The Indian economy is expected to witness a weak fourth quarter, following adverse effects of demonetization that affected the informal sector in a large way. The demonetization of large-denomination bank notes has caused short-term disruption in India's economy.
The move has the potential to raise government revenue and encourage bank lending, but Fitch Ratings believes the positive effects are unlikely to be strong and sufficiently enduring to support credit profiles. The impact on GDP growth will increase the longer the disruption continues, Fitch Ratings reported.
The move could boost government revenue to the extent that demonetization helps to move economic activity from the informal to the formal sector, as more earnings would be declared. It is possible that this positive effect would soon outweigh the drag on revenue collection from lower short-term GDP growth.
Further, the country’s sovereign credit profit will also benefit from the historic move. However, there are considerable uncertainties over the potential positive effects. Reduced lending rates could encourage stronger credit growth, supporting the economy. Lower debt-servicing costs might also speed the resolution of banks' asset-quality problems.

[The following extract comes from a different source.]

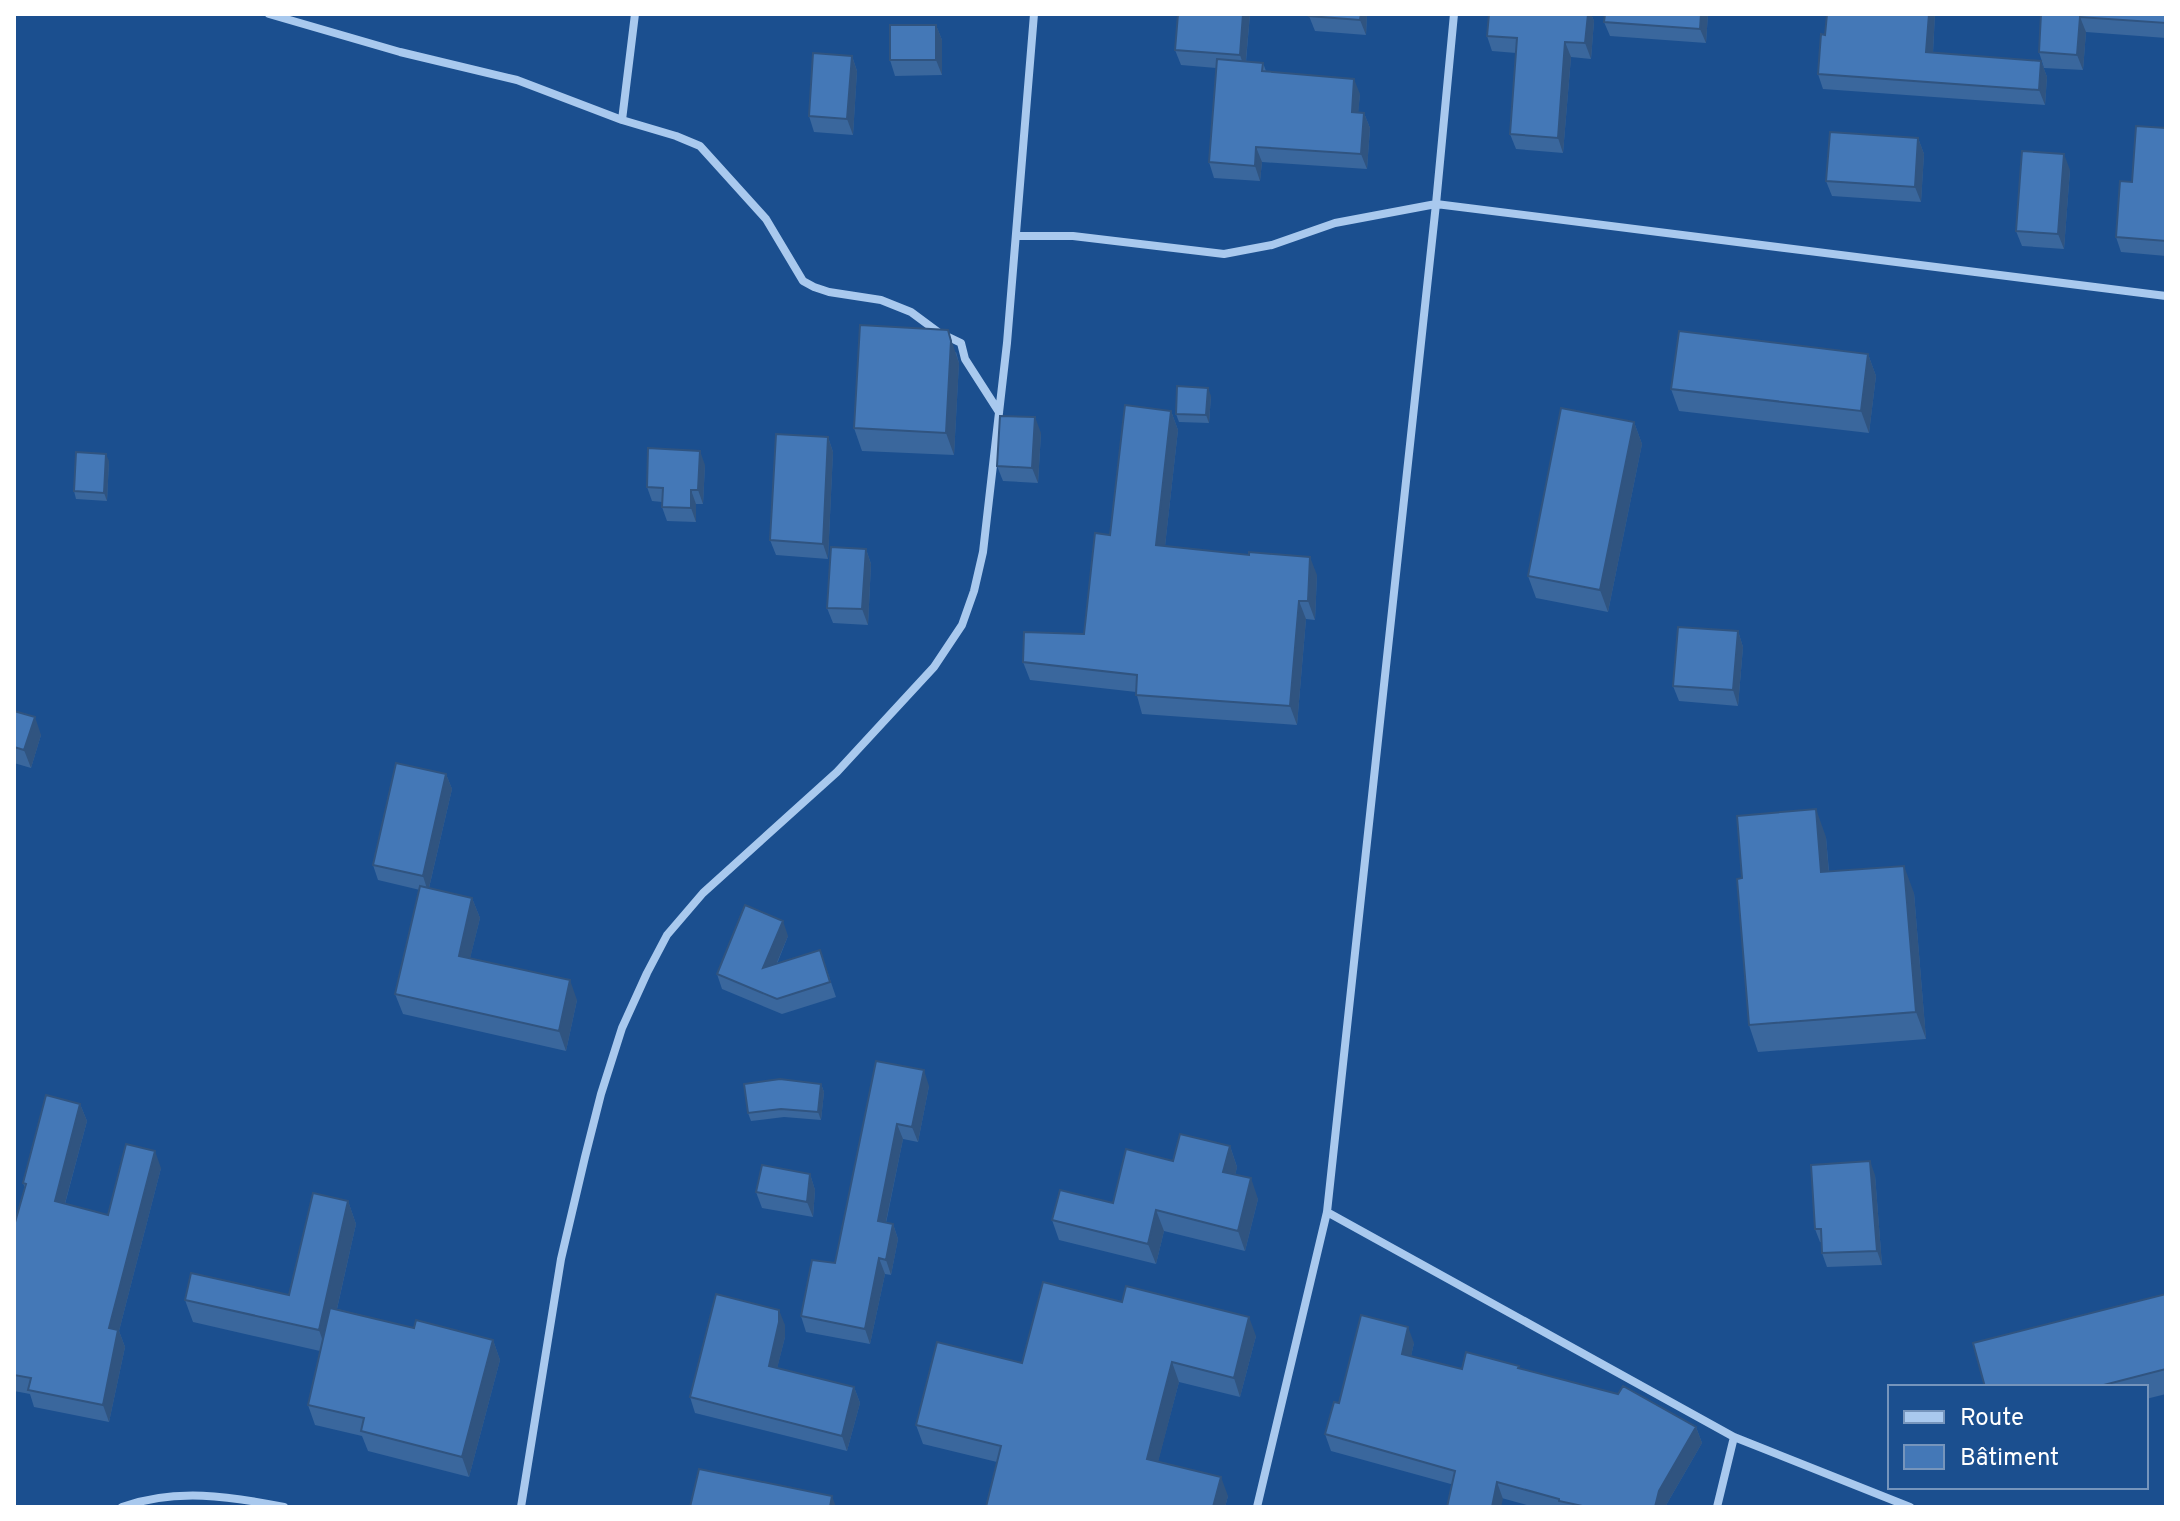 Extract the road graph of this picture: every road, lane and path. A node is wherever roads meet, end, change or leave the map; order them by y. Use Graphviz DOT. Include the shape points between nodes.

Furthermore, the positive impact on funding conditions will depend on deposits remaining in banks beyond the next few months. There is nothing to prevent them being withdrawn again. Finally, there are other factors holding back lending, most notably the under-capitalization of state-owned banks and weak investment demand.
"Fitch today reaffirmed our negative outlook on India's banking sector - notwithstanding the effects of demonetization - which reflects the fragile standalone position of state banks and the risks to their viability ratings in the absence of larger capital injections," the report said.